Re: [PATCH v4] mm/swap: fix race when skipping swapcache

Chris Li <chrisl@xxxxxxxxxx> · Tue, 20 Feb 2024 08:32:13 -0800

On Mon, Feb 19, 2024 at 8:56 PM Kairui Song <ryncsn@xxxxxxxxx> wrote:

>
> Hi Barry,
>
> > it might not be a problem for throughput. but for real-time and tail latency,
> > this hurts. For example, this might increase dropping frames of UI which
> > is an important parameter to evaluate performance :-)
> >
>
> That's a true issue, as Chris mentioned before I think we need to
> think of some clever data struct to solve this more naturally in the
> future, similar issue exists for cached swapin as well and it has been
> there for a while. On the other hand I think maybe applications that
> are extremely latency sensitive should try to avoid swap on fault? A
> swapin could cause other issues like reclaim, throttled or contention
> with many other things, these seem to have a higher chance than this
> race.

Yes, I do think the best long term solution is to have some clever
data structure to solve the synchronization issue and allow racing
threads to make forward progress at the same time.

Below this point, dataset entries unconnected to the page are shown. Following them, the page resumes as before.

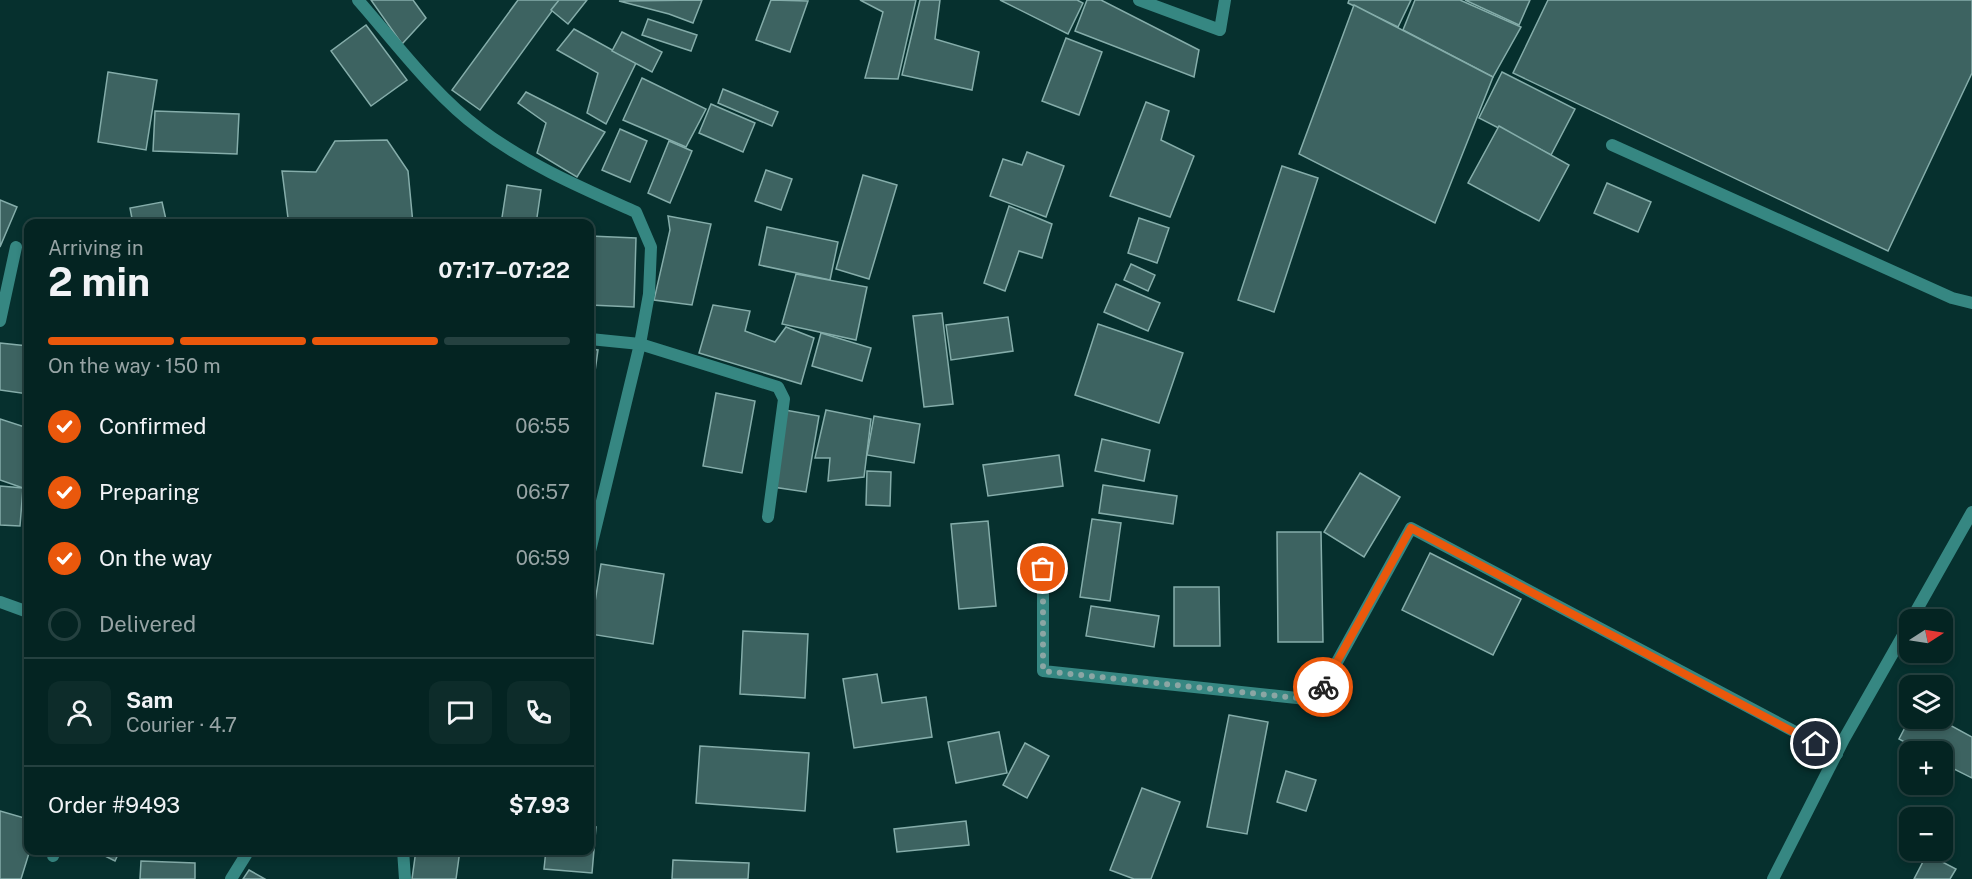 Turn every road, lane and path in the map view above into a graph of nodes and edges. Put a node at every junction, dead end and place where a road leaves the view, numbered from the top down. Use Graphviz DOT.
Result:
graph roads {
  1 [pos="358,0"];
  2 [pos="1139,0"];
  3 [pos="1225,0"];
  4 [pos="1612,146"];
  5 [pos="16,247"];
  6 [pos="1972,303"];
  7 [pos="0,321"];
  8 [pos="594,339"];
  9 [pos="640,344"];
  10 [pos="1972,512"];
  11 [pos="768,517"];
  12 [pos="594,534"];
  13 [pos="1043,569"];
  14 [pos="0,602"];
  15 [pos="1917,609"];
  16 [pos="24,611"];
  17 [pos="1899,641"];
  18 [pos="1837,754"];
  19 [pos="246,855"];
  20 [pos="404,855"];
  21 [pos="231,879"];
  22 [pos="405,879"];
  23 [pos="1773,879"];
  1 -- 9 [label="street"];
  2 -- 3 [label="street"];
  4 -- 6 [label="street"];
  5 -- 7 [label="street"];
  8 -- 9 [label="street"];
  9 -- 11 [label="street"];
  9 -- 12 [label="street"];
  10 -- 15 [label="street"];
  13 -- 18 [label="street"];
  14 -- 16 [label="street"];
  17 -- 18 [label="street"];
  18 -- 23 [label="street"];
  19 -- 21 [label="street"];
  20 -- 22 [label="street"];
}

I have also explored some (failed) synchronization ideas, for example
having the run time swap entry refcount separate from swap_map count.
BTW, zswap entry->refcount behaves like that, it is separate from swap
entry and manages the temporary run time usage count held by the
function. However that idea has its own problem as well, it needs to
have an xarray to track the swap entry run time refcount (only stored
in the xarray when CPU fails to get SWAP_HAS_CACHE bit.) When we are
done with page faults, we still need to look up the xarray to make
sure there is no racing CPU and put the refcount into the xarray. That
 kind of defeats the purpose of avoiding the swap cache in the first
place. We still need to do the xarray lookup in the normal path.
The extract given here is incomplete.